Anti–climax Department: Donald came in and said in hollow tones and in a very subdued manner, "There is a bowel movement in our hut." There was much discussion of what to do about it. At recess Lucy suggested that they get a trowel and a piece of paper and remove it. Harriet said she isn't going inside. Schuyler: "You're a sissy. You are afraid of the poop." Amanda: "I don't want to, but I'll help you take it out." It turned out to be a rotten apple.
Twelve Turnings
As part of our 80 year celebration, we'll also be revisiting the nature writing of SRV founder Grace Rotzel.
In December the shortening daylight and sharpening cold are reminders that winter is frugal with sunlight, and time outdoors will need planning. But sunlight is not everything. There is planet–and–star light. One of the special privileges of December is to watch Venus become more sparkling and radiant each evening until its highest brilliance is reached on the twenty–third.
Late in the month, when Venus is bright enough to light the woods path, Sirius, the star forty times as large as our sun, will begin to rise in the east at nine o'clock. A clear moonless night offers good hunting for constellations and can take the imagination back to those early astronomers, the Magi.
On a sunny day the gardener will look over the apple and cherry trees for the eggs of the tent caterpillar. Those hard little circlets on the ends of twigs reflect the sunlight and are easy to see when the leaves are gone. Removal now will save effort later. Before the ground is frozen the evergreens that had such a dry summer must be given a long soaking. The grapevines are to be trimmed and the roses mulched. Trimming the yew, holly, spruce and pine can be given ceremonial significance as these branches will be used for holiday decorations.
The camera enthusiast will do well to study the individuality of trees in their winter aspect.

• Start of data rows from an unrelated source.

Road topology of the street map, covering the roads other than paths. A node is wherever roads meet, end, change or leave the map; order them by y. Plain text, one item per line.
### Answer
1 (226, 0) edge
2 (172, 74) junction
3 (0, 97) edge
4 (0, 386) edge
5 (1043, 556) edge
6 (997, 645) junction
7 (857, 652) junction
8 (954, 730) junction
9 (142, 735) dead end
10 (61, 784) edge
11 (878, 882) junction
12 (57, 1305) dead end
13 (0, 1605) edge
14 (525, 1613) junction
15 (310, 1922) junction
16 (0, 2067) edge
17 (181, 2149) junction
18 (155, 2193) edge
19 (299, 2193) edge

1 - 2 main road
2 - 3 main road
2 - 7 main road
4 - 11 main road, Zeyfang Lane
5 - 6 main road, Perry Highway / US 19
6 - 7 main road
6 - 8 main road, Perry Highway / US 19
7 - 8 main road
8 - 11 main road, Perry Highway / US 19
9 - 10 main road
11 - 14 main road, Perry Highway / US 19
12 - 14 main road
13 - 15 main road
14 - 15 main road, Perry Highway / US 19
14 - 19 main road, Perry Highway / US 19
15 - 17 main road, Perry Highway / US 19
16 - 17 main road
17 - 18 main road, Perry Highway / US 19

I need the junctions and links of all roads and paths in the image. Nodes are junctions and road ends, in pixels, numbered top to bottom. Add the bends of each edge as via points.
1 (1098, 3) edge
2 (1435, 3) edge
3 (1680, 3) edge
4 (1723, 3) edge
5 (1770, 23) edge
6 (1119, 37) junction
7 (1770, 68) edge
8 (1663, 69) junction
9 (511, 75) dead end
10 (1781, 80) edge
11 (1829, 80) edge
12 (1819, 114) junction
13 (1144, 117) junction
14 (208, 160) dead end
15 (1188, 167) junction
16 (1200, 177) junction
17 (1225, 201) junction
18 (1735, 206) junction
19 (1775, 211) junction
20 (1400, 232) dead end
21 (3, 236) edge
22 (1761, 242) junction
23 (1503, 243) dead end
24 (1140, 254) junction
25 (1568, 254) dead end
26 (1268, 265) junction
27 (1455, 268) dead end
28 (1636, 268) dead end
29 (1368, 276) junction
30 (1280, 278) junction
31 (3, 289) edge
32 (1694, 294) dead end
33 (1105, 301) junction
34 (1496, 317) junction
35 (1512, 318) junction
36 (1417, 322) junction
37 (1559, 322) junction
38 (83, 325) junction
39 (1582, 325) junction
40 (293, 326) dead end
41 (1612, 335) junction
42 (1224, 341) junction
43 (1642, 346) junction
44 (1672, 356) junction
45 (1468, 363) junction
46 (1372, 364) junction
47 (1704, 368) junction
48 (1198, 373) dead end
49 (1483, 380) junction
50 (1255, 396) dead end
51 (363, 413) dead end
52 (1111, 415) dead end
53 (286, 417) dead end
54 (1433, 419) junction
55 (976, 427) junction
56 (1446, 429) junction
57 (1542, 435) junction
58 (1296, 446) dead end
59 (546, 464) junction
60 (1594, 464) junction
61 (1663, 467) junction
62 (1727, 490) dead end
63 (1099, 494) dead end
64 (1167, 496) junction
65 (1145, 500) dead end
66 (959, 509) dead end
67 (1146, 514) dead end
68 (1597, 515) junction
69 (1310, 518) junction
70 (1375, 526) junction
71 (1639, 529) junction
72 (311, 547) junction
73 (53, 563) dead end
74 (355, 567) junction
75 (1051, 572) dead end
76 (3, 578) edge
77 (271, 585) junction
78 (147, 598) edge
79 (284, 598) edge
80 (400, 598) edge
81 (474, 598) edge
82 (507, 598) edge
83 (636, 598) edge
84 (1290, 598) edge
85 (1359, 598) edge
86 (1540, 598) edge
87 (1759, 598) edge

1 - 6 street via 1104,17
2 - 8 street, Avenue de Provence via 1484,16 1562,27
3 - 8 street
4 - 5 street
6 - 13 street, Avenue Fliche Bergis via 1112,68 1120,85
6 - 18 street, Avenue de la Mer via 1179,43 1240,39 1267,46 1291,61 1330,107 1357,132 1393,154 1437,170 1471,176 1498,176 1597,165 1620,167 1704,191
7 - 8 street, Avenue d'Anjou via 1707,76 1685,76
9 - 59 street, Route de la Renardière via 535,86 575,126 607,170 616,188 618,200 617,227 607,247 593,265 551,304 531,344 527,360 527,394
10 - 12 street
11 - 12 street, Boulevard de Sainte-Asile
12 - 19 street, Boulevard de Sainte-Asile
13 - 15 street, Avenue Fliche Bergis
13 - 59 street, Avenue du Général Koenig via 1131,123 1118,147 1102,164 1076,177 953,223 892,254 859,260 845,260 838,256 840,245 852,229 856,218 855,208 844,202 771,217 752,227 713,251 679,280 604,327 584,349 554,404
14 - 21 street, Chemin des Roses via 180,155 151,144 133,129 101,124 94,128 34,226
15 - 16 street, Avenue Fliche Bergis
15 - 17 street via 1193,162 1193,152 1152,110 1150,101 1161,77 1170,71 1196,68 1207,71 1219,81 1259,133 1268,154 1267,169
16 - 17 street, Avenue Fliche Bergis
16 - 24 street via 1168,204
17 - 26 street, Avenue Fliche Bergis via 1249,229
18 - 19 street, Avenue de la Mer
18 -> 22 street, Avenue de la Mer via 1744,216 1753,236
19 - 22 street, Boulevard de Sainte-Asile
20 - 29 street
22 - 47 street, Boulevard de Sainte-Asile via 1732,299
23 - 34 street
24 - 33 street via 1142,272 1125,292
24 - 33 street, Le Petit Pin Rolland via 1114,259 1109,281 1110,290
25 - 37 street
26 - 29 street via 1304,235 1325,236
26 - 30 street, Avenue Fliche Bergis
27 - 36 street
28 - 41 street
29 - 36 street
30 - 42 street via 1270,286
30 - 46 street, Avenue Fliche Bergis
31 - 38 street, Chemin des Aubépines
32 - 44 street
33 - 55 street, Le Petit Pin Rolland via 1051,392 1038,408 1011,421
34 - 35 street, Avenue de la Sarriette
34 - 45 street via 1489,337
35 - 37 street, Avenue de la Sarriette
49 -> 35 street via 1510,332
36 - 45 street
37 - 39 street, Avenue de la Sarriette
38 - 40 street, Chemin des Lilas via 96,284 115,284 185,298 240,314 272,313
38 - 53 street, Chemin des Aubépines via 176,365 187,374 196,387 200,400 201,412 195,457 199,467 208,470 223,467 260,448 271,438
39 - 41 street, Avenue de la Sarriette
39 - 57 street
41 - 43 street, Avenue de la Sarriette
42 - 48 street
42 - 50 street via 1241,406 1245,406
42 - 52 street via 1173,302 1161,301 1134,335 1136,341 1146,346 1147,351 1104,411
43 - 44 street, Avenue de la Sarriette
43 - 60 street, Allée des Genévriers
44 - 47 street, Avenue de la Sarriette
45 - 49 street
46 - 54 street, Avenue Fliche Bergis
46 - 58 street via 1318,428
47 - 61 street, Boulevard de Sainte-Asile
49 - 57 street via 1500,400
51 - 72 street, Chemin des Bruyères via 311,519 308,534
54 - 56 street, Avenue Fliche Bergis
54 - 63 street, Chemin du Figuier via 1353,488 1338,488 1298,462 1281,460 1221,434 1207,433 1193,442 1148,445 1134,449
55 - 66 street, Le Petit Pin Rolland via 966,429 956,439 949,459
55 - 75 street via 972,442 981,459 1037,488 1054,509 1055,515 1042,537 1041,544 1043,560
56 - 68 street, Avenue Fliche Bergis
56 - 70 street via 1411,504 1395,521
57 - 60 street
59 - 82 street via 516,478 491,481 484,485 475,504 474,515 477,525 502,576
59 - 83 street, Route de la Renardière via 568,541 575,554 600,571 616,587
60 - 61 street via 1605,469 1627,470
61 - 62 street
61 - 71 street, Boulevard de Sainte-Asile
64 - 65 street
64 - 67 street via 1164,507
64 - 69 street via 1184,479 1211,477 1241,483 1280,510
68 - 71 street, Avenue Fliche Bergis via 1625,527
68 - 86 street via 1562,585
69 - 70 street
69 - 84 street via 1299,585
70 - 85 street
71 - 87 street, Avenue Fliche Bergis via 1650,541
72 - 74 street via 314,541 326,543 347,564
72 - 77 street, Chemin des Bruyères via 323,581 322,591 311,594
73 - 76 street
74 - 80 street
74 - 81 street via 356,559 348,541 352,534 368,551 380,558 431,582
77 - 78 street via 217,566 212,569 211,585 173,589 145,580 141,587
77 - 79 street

The limbs and trunk of a sycamore with its patches of brown contrasting with the white inner blotches can make an attractive study against the sky. The rough, loose bark of a hickory with its angular limbs, the highlights on a satiny birch, or a smooth silvery beech, the twisted knarled trunk of an apple tree, the horizontal planes of a white pine, the fluid sculptured look of an old white cedar– all can be pictures that will add to knowledge of photography as well as of trees.
Plan to spend at least part of the holidays outdoors.